One feature Toady is talking about (which is not this suggestion) is delaying the reporting of deaths in order to facilitate murder mysteries. I find this problematic, as it will make DF's UI "betray" the player. The fact that a dwarf is dead can't be hidden from a single-stepping player. Failing to pause and zoom at the moment of the death just punishes players for un-pausing.
I have another idea for implementing murder mysteries that does not reward obsessive-up-to-eleven play. This is to provide Privacy to dwarves.
A room can be private space if:
- it is a bedroom
- it is assigned to a dwarf
- it has only a single door
- the player allows the designation
A normal dwarf will never enter another dwarf's private space -- it will be removed from pathing. To path into his own private space, a dwarf would path to the door and then use special-case code to navigate his own room.

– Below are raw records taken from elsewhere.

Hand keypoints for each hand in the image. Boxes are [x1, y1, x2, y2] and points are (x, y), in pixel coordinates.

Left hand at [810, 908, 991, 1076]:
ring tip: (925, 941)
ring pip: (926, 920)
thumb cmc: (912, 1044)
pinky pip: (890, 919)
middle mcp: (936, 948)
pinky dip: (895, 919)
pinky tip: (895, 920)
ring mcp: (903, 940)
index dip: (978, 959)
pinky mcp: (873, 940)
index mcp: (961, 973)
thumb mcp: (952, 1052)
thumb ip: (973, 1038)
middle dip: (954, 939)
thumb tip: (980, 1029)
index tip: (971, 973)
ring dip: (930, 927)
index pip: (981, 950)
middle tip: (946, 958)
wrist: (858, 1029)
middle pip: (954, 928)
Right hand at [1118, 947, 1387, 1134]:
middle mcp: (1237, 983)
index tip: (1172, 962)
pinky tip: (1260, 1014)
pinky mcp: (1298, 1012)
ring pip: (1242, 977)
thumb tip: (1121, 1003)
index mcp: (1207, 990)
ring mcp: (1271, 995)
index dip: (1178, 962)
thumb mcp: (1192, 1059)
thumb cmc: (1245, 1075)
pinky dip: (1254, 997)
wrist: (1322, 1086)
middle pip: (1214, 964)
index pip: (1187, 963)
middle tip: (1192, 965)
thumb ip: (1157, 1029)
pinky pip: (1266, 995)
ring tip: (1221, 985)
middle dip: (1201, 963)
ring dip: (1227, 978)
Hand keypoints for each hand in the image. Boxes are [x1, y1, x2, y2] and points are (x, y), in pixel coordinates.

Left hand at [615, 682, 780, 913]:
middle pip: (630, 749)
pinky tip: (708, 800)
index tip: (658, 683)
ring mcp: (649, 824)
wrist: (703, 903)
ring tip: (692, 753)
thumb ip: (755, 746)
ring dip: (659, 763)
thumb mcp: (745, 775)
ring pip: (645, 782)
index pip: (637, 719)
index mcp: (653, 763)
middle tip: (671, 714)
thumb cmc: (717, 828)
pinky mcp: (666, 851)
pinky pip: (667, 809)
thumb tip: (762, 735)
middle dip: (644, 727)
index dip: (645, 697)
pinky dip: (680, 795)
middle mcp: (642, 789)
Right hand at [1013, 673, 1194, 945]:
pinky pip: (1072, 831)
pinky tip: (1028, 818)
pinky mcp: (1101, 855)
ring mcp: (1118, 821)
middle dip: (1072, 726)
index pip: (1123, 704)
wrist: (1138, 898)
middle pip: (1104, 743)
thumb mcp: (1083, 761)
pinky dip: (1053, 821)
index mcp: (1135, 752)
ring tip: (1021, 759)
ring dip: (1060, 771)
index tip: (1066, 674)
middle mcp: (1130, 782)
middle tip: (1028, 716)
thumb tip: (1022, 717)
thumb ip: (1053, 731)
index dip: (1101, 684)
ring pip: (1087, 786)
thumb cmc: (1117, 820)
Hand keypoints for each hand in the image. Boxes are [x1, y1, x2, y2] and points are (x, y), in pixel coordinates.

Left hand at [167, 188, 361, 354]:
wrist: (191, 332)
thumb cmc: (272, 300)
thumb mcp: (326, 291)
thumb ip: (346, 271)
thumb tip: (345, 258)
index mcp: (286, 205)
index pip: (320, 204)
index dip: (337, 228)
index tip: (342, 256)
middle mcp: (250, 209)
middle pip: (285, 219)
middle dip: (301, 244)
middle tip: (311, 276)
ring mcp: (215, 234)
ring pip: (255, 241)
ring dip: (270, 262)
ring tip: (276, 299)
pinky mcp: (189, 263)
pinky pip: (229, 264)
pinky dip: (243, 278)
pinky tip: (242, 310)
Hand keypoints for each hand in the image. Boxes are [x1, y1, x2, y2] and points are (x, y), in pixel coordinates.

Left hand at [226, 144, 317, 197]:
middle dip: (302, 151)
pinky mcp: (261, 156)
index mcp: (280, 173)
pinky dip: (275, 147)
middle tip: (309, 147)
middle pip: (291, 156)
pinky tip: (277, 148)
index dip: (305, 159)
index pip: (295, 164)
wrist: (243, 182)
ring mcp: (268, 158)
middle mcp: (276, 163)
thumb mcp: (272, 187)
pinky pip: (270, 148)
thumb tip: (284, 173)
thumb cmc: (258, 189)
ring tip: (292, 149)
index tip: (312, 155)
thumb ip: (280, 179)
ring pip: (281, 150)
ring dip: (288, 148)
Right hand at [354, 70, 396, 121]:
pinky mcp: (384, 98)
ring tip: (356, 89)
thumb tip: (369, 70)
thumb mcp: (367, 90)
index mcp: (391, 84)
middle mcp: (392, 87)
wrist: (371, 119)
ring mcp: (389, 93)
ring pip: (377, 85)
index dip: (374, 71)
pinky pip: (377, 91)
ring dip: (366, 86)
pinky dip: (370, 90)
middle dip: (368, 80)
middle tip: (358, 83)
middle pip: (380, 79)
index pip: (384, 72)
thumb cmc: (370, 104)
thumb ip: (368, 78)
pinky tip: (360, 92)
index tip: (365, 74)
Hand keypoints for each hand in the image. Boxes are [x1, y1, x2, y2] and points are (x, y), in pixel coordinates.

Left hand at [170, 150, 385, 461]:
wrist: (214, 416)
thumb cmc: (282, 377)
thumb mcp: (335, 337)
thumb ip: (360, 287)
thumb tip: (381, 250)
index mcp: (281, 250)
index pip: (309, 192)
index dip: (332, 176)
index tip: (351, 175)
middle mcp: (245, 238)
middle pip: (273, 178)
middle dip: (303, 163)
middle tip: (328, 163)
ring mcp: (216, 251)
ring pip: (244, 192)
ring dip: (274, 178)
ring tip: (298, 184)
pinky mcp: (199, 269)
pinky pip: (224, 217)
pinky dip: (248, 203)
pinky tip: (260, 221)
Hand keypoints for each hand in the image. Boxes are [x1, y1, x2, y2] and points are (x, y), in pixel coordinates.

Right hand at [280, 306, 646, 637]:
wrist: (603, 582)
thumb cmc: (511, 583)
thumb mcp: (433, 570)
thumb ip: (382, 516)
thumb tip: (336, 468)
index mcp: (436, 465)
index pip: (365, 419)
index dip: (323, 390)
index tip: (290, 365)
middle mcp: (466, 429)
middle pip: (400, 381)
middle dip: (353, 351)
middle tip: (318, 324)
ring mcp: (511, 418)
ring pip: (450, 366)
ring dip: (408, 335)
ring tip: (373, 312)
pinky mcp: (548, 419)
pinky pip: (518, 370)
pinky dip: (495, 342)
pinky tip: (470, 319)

When a dwarf enters his private space, he would become invisible to the player. Instead, a placeholder symbol would appear in the center of the room, flashing "P" for private. Normally, the real dwarf will also be in the same room, but a hostile disguised as a friendly dwarf may sneak out of it. The real dwarf would be invisible like a thief or snatcher.
He won't stick out on a player "head count" because the player will see the placeholder. The player will know that the "P" means that dwarf has no alibi, but there can be many innocent "P" dwarves at a given moment.
The safest approach for a dwarven murderer is to choose a victim who is also in private (sleeping or on break) -- then the death will not be noticed for a while. The "P" placeholder for the victim will long outlast the actual dwarf. Deaths of working dwarves will be noted immediately, since an attentive player would see the stopped progress.
One parameter the player could tune is the time threshold before a special privacy-ignoring job is generated to check on a dwarf who hasn't been seen. Each "false-alarm" check would cause unhappy thoughts, so a player wouldn't want to set it too frequent.
Turning off privacy would avoid the murder mysteries, but dwarves with no privacy will be unhappy. They'd rather have a private bed in a closet, than an open furnished 3x3.
Players may decide to deliberately give new migrants unprivate bedrooms for awhile, in an effort to "quarantine" out any hidden vampires. The migrants would "earn" a private room after they've gone longer than a vampire could last without feeding. Actual vampires would either die or be caught feeding in the open. Clever vampires might fake going berserk over lack of privacy, in an effort to beg out of quarantine so they can start hunting.